Need help checking content performance? We’ve got a quick guide to measuring content performance to make it easy.

How to make an editorial calendar

1. Review current marketing materials and strategies

What are you currently doing to reach your target audience? Evaluate each item individually to determine what has been successful and what’s missed the mark. Think about why some of your blog articles or social posts may have underperformed and how you can improve upon each. This is also the perfect time to talk about the random “Post-It” ideas you’ve collected!

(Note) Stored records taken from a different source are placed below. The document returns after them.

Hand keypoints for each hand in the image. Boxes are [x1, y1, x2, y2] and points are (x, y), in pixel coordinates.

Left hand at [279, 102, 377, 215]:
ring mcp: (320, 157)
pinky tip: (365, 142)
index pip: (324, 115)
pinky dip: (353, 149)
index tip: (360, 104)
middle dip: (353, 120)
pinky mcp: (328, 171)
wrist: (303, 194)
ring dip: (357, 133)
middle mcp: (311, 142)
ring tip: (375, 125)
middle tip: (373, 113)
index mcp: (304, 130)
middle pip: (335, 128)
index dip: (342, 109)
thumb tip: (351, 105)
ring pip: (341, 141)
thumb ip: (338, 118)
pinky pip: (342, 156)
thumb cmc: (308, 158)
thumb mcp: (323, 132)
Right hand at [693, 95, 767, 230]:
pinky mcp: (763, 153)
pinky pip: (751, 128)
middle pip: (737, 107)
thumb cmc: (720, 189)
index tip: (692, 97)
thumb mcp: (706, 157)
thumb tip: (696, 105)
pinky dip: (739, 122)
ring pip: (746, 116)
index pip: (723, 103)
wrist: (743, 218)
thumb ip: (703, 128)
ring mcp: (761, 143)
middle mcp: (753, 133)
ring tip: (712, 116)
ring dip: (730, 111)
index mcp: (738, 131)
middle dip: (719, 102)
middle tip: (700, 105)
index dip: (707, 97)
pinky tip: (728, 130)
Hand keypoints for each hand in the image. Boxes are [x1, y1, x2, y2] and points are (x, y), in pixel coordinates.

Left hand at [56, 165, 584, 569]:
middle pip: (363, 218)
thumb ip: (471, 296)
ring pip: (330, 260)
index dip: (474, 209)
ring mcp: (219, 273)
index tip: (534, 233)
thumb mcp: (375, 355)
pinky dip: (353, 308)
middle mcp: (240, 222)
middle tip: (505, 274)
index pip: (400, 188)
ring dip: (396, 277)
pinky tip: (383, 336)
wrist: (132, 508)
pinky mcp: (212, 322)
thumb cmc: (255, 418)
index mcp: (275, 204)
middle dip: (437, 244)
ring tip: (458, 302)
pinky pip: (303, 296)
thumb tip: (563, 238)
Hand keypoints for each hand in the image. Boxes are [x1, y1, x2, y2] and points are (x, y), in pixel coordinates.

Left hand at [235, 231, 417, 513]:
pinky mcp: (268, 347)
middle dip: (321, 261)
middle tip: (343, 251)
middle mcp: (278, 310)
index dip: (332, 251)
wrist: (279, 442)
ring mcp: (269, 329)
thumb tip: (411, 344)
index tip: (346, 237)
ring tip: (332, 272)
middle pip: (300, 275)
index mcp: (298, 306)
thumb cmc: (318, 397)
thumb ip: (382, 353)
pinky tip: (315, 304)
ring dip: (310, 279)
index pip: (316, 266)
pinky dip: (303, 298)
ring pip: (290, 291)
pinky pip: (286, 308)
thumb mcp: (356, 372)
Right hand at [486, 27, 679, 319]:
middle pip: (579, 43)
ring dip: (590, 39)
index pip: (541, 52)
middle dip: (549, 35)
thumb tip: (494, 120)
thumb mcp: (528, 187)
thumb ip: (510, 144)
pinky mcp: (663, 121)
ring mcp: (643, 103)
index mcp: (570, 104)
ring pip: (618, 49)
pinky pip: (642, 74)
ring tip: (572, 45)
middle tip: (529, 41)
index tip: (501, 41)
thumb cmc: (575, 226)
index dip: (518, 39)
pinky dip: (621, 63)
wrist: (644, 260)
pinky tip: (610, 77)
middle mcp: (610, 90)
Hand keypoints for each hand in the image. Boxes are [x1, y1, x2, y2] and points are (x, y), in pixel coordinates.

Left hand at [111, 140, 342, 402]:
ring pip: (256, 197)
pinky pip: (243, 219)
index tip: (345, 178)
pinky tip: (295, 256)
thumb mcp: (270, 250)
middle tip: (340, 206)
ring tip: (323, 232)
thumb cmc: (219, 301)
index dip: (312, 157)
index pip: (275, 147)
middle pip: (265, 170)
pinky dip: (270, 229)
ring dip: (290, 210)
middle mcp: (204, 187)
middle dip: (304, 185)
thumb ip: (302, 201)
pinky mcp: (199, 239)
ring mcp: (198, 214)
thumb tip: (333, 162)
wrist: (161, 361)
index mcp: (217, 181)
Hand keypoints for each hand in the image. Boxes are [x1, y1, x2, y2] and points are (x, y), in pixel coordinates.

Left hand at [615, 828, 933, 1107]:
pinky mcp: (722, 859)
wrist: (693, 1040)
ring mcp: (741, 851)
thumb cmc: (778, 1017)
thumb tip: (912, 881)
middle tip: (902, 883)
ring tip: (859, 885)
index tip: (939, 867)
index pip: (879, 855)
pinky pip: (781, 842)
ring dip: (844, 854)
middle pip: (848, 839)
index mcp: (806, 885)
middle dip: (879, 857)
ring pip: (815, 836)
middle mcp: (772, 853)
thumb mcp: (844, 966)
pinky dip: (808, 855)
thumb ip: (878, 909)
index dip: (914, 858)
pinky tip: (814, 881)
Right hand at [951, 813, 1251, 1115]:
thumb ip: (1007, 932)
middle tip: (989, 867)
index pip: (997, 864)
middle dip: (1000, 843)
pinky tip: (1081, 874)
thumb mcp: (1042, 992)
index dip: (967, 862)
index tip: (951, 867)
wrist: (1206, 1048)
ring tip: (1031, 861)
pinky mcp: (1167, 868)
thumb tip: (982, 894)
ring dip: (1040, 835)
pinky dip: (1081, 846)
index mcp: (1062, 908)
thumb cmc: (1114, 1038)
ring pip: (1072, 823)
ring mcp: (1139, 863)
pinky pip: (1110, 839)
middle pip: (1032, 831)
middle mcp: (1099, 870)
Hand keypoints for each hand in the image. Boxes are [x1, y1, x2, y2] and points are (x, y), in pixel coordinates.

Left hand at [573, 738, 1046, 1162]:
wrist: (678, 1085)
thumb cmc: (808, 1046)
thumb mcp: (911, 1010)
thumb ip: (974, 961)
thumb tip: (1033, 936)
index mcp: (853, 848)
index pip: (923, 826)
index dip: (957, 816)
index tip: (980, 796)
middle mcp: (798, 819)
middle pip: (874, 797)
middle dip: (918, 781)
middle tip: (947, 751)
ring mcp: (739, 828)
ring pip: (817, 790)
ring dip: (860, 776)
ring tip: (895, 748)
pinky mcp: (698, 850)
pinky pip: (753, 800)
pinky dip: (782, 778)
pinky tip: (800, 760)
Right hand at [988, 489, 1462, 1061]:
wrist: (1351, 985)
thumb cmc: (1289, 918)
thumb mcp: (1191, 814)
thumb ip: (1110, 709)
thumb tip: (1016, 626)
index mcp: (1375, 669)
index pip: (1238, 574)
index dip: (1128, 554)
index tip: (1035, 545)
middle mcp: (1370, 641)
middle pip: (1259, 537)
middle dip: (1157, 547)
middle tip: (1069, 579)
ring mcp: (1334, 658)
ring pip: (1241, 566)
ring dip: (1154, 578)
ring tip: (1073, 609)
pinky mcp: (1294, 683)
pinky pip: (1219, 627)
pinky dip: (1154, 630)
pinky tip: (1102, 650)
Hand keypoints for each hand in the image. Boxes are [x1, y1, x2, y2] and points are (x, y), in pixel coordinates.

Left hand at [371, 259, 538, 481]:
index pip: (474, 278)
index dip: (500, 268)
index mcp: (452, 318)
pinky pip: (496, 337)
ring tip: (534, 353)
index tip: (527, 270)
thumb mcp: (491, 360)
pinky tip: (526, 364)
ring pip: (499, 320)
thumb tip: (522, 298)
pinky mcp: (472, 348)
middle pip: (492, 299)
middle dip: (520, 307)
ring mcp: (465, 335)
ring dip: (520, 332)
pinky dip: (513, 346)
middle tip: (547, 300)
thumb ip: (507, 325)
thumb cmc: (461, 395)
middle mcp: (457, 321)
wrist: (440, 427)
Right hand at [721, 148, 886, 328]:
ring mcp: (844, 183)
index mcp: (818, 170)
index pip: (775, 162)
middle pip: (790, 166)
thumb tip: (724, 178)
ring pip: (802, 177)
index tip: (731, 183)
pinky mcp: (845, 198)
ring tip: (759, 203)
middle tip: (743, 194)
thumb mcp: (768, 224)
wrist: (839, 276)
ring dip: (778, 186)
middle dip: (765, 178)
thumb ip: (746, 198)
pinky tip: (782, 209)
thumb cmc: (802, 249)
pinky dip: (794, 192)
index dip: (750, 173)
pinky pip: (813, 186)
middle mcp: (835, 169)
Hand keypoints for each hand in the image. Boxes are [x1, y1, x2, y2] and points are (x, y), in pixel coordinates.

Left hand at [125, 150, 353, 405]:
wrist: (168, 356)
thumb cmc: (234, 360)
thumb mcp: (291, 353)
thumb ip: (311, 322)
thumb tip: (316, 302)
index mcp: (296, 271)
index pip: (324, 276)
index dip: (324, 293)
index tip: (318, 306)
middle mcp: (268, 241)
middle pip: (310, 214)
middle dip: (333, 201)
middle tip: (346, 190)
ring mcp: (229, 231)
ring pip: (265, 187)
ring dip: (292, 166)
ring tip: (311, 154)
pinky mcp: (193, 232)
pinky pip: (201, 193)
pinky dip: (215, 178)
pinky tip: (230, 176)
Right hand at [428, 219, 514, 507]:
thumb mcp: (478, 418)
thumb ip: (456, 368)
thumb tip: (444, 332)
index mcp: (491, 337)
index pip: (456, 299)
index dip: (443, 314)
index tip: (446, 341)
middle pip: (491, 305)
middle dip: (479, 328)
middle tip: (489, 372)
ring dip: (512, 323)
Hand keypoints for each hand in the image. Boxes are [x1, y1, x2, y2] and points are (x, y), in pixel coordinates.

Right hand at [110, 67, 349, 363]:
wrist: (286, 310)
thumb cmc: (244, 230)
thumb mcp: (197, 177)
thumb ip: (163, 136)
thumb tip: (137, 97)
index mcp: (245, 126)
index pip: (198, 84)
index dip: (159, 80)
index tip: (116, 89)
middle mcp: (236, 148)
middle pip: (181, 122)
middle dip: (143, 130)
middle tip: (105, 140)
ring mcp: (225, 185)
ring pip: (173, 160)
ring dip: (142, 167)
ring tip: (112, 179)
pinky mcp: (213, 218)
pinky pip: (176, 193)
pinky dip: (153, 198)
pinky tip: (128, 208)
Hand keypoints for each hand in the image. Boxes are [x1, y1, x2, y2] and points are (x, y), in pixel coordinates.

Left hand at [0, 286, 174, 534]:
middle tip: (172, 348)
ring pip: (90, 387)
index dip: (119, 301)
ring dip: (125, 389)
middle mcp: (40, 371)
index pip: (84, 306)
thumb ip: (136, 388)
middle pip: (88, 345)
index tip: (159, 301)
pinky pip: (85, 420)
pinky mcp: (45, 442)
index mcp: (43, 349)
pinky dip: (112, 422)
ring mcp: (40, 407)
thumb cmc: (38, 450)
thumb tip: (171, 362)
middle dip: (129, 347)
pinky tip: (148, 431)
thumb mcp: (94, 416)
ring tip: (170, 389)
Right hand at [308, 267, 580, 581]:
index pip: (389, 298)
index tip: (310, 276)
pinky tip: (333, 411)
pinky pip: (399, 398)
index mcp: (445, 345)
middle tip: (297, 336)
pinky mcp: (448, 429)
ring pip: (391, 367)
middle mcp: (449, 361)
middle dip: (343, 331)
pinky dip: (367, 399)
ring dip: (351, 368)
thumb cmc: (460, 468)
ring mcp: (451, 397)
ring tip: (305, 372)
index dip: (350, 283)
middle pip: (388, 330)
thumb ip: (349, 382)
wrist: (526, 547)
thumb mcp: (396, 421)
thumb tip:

2. Define your content buckets

Set your content buckets by determining what you’re trying to accomplish with your content. Do you want to build a following? Increase sales? Nurture leads? Using your brand’s services and goals as a guide, identify the key points of your company.

3. Develop content topics

Now, it’s time to fill in the buckets! If one of your content buckets is “Sales,” topics to cover could be “Top Tips for the Modern Salesman” or “How to Make Cold Calling Work.” Your topics should cover a range of subjects within the bucket and serve multiple purposes, like educating readers or converting your audience into customers.

Be realistic when setting post dates and frequency for each platform. Are you able to write a blog weekly, or will you end up writing one every other week?

Now that you’ve built out your editorial calendar, you’re ready to start creating content! We can’t guarantee that you’ll never face writer’s block again, but your ed cal should make it easy to visualize what you need to write and when each piece needs to be completed by. With the details laid out in the editorial calendar, content creation becomes more manageable.